Collected data entries:

↓↓↓

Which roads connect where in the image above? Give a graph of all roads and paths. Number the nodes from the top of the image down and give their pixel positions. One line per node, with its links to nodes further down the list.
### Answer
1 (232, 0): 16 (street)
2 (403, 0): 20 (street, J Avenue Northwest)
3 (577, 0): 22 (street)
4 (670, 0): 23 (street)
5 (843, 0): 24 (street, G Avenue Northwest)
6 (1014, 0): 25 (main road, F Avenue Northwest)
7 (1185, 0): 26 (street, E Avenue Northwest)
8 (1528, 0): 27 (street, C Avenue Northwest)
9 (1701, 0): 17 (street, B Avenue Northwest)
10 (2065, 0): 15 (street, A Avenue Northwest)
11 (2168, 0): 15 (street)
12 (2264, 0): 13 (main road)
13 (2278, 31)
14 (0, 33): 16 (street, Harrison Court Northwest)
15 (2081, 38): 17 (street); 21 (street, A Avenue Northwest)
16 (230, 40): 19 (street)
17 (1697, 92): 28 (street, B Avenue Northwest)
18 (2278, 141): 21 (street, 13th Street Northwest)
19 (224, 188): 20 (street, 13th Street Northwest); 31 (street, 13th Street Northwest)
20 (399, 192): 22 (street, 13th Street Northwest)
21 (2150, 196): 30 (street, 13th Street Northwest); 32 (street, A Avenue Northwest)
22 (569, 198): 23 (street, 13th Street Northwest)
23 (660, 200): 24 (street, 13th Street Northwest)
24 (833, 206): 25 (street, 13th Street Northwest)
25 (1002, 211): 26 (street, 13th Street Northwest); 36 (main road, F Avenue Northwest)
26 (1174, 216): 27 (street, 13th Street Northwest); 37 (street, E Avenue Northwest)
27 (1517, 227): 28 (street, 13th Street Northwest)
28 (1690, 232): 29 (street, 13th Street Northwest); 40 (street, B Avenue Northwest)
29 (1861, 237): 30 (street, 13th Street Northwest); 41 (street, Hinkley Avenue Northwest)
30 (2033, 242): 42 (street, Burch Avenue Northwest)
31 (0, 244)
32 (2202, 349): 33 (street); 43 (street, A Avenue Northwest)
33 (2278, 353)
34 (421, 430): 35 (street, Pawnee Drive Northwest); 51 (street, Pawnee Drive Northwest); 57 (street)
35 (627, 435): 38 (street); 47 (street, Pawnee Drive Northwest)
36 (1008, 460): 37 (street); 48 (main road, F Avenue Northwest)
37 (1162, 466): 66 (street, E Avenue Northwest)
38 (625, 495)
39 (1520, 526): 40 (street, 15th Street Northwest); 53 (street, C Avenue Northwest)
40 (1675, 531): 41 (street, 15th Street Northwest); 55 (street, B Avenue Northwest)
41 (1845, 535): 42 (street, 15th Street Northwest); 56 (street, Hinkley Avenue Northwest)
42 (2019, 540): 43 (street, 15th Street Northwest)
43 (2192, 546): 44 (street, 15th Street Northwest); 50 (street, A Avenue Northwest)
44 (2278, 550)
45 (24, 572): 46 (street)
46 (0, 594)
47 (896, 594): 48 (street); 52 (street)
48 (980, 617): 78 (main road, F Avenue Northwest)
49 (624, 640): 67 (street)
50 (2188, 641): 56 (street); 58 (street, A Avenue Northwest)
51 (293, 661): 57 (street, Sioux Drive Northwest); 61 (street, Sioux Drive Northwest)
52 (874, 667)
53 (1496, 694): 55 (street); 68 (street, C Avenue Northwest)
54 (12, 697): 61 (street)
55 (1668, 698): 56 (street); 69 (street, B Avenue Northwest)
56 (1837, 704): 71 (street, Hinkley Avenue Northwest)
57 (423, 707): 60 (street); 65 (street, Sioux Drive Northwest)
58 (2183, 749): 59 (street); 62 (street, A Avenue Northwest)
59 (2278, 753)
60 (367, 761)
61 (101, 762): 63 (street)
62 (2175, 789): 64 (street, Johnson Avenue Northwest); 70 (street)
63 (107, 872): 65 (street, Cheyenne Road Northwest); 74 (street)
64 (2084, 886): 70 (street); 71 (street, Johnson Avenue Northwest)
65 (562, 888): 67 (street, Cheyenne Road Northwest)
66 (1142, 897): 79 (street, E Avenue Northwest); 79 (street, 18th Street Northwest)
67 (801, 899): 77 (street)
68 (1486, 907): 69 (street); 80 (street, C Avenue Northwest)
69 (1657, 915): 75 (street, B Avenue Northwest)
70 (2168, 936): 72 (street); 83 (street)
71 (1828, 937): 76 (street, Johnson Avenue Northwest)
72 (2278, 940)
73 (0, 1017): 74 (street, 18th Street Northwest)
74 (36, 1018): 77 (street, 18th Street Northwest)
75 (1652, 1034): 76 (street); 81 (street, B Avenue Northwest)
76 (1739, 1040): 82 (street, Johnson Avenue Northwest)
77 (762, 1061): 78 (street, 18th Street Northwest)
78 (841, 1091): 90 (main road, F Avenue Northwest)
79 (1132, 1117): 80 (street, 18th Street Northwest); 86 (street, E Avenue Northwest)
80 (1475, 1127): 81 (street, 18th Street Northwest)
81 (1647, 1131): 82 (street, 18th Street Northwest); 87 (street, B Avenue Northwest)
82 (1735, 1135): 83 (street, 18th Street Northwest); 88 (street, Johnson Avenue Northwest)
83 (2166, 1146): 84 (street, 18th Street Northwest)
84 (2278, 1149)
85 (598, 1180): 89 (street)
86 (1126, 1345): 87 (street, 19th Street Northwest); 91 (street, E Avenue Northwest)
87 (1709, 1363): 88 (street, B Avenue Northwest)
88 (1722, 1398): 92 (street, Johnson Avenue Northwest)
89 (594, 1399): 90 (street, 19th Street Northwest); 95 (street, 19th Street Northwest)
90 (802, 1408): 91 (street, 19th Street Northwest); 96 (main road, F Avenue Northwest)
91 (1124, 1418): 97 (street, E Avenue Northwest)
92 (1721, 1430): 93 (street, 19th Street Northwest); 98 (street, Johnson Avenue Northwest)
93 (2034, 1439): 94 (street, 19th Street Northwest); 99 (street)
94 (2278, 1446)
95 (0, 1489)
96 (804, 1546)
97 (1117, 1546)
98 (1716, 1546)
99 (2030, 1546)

↑↑↑

Scan the entries above for the string "Hinkley" and copy each line containing it.

* _Result_
29 (1861, 237): 30 (street, 13th Street Northwest); 41 (street, Hinkley Avenue Northwest)
41 (1845, 535): 42 (street, 15th Street Northwest); 56 (street, Hinkley Avenue Northwest)
56 (1837, 704): 71 (street, Hinkley Avenue Northwest)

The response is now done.